Stored data:
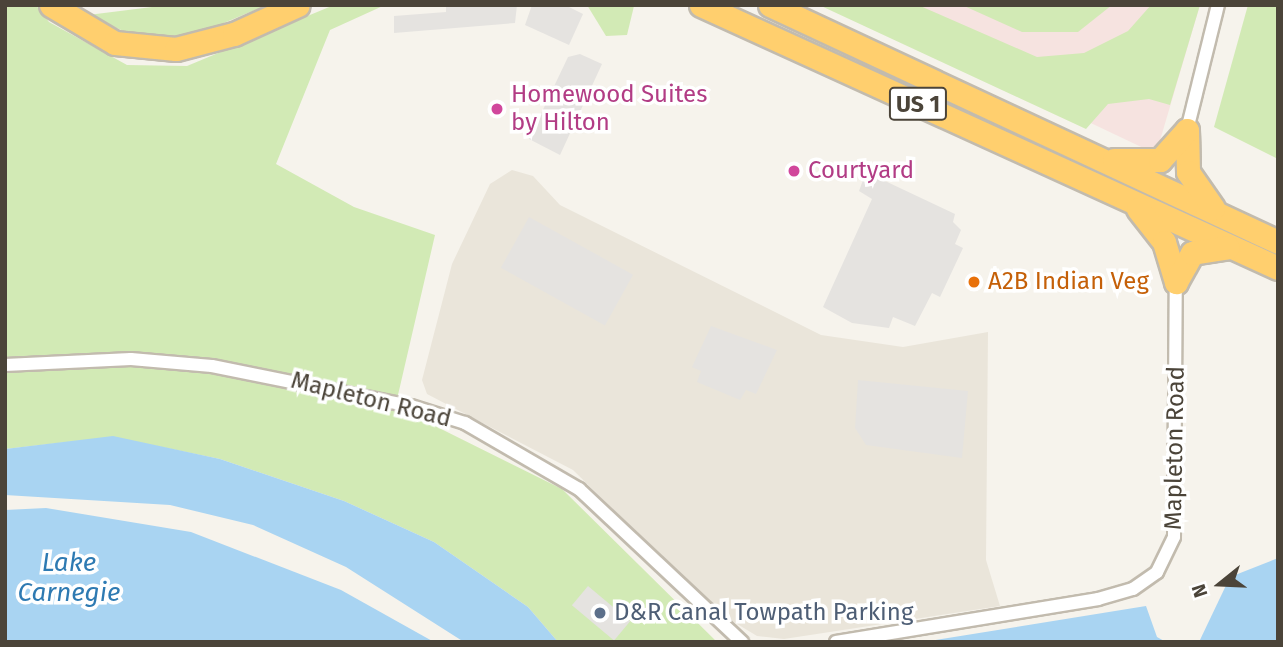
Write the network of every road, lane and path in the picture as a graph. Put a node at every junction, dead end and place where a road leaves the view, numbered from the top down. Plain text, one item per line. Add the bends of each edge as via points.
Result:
1 (51, 5) edge
2 (298, 5) edge
3 (701, 5) edge
4 (770, 5) edge
5 (1218, 5) edge
6 (1187, 130) junction
7 (1091, 157) junction
8 (1133, 205) junction
9 (1217, 213) junction
10 (1278, 242) edge
11 (1231, 247) junction
12 (1278, 268) edge
13 (1176, 282) junction
14 (5, 365) edge
15 (742, 642) edge
16 (836, 642) edge

1 - 2 highway via 98,36 155,50 214,41
3 - 8 highway, US 1
4 - 7 highway, US 1
5 - 6 street
6 - 7 highway via 1166,158 1151,162
6 - 9 highway via 1188,172
7 - 9 highway, US 1
8 - 11 highway, US 1
8 - 13 highway via 1164,242
9 - 10 highway, US 1
11 - 12 highway, US 1
11 - 13 highway via 1192,253
13 - 16 street, Mapleton Road via 1175,519 1171,551 1157,572 1133,589 1098,599
14 - 15 street, Mapleton Road via 131,359 212,366 411,406 465,423 579,489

About this exercise: Reproduce every entry above exactly, and omit the pictures.

Written answer:
Write the network of every road, lane and path in the picture as a graph. Put a node at every junction, dead end and place where a road leaves the view, numbered from the top down. Plain text, one item per line. Add the bends of each edge as via points.
Result:
1 (51, 5) edge
2 (298, 5) edge
3 (701, 5) edge
4 (770, 5) edge
5 (1218, 5) edge
6 (1187, 130) junction
7 (1091, 157) junction
8 (1133, 205) junction
9 (1217, 213) junction
10 (1278, 242) edge
11 (1231, 247) junction
12 (1278, 268) edge
13 (1176, 282) junction
14 (5, 365) edge
15 (742, 642) edge
16 (836, 642) edge

1 - 2 highway via 98,36 155,50 214,41
3 - 8 highway, US 1
4 - 7 highway, US 1
5 - 6 street
6 - 7 highway via 1166,158 1151,162
6 - 9 highway via 1188,172
7 - 9 highway, US 1
8 - 11 highway, US 1
8 - 13 highway via 1164,242
9 - 10 highway, US 1
11 - 12 highway, US 1
11 - 13 highway via 1192,253
13 - 16 street, Mapleton Road via 1175,519 1171,551 1157,572 1133,589 1098,599
14 - 15 street, Mapleton Road via 131,359 212,366 411,406 465,423 579,489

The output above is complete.